ESJ56 一般講演(口頭発表) M1-11
*高須夫悟(奈良女子大・理), 三浦美保(奈良女子大・理), Ake Brannstrom(Umea University, Sweden)
生物学におけるゲーム理論は、メイナードスミス以来、めざましい発展を遂げ、進化ゲーム理論は進化生態学の核として確固たる地位を築くに至った。近年では様々な空間構造を考慮した進化ゲーム理論の研究が進みつつある。
ゲーム理論は多くの場合、想定する戦略の定義ならびに各戦略間の対戦の帰結としての利得表を中心に展開し、基本的には各戦略の頻度動態を記述する。しかし、利得表で定義される「利得」は極めて抽象的な概念であり、現実系において個々の生物個体が得る適応度上の利得と直接関係づけることは極めて困難であることは多くの実証研究者が認めるところである。
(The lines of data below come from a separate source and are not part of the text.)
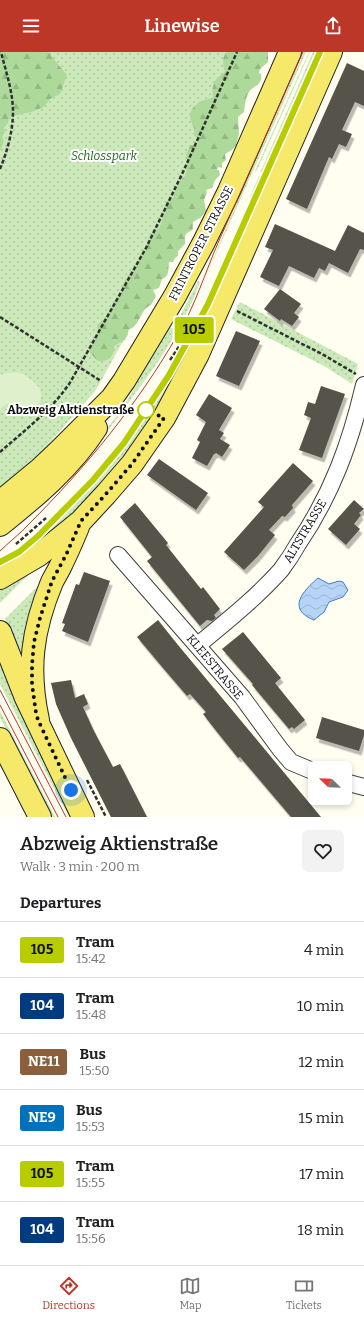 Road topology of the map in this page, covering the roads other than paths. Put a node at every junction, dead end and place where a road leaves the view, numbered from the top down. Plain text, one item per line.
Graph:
1 (290, 52) edge
2 (331, 52) edge
3 (361, 380) edge
4 (112, 398) junction
5 (0, 502) edge
6 (81, 521) junction
7 (0, 525) edge
8 (118, 555) dead end
9 (0, 578) edge
10 (0, 632) edge
11 (198, 645) junction
12 (38, 720) junction
13 (0, 739) edge
14 (308, 769) edge
15 (352, 784) edge
16 (364, 787) edge
17 (40, 817) edge
18 (83, 817) edge

1 - 4 main road, FRINTROPER STRASSE
2 - 6 main road
3 - 11 street, ALTSTRASSE
4 - 5 main road, FRINTROPER STRASSE
4 - 7 main road
6 - 9 main road
6 - 12 main road
8 - 11 street, KLEESTRASSE
10 - 12 main road
11 - 14 street, KLEESTRASSE
12 - 18 main road
13 - 17 main road
15 - 16 street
本発表は、古典的ゲームの一つであるタカ・ハトゲームを例にとり、生物学におけるゲーム理論の「利得」が如何に定義されるべきかについて再考することを試みる。タカ・ハトゲームとは、資源を巡って闘争を激化させるタカと闘争を回避するハトの2つの戦略を想定し、資源の価値 V と闘争のコスト C の比 b = V/C に依存してタカとハトの平衡頻度が決まるゲームである。本研究はこのゲームに連続空間を導入し、個体の視点に基づくゲームを個体群動態として再現する。いうまでもなく、個体群動態は頻度動態を含むが逆は正しくない。タカとハトの個体群動態を陽に考慮することで、古典的タカ・ハトゲームとは大きく異なる結果が得られることを示す
本研究は個体レベルの機械論的相互作用から集団レベルの振る舞いを理解する試みの一つである。これに関連して、生態学における個体の視点に立ち返ったモデリングの重要性について議論する。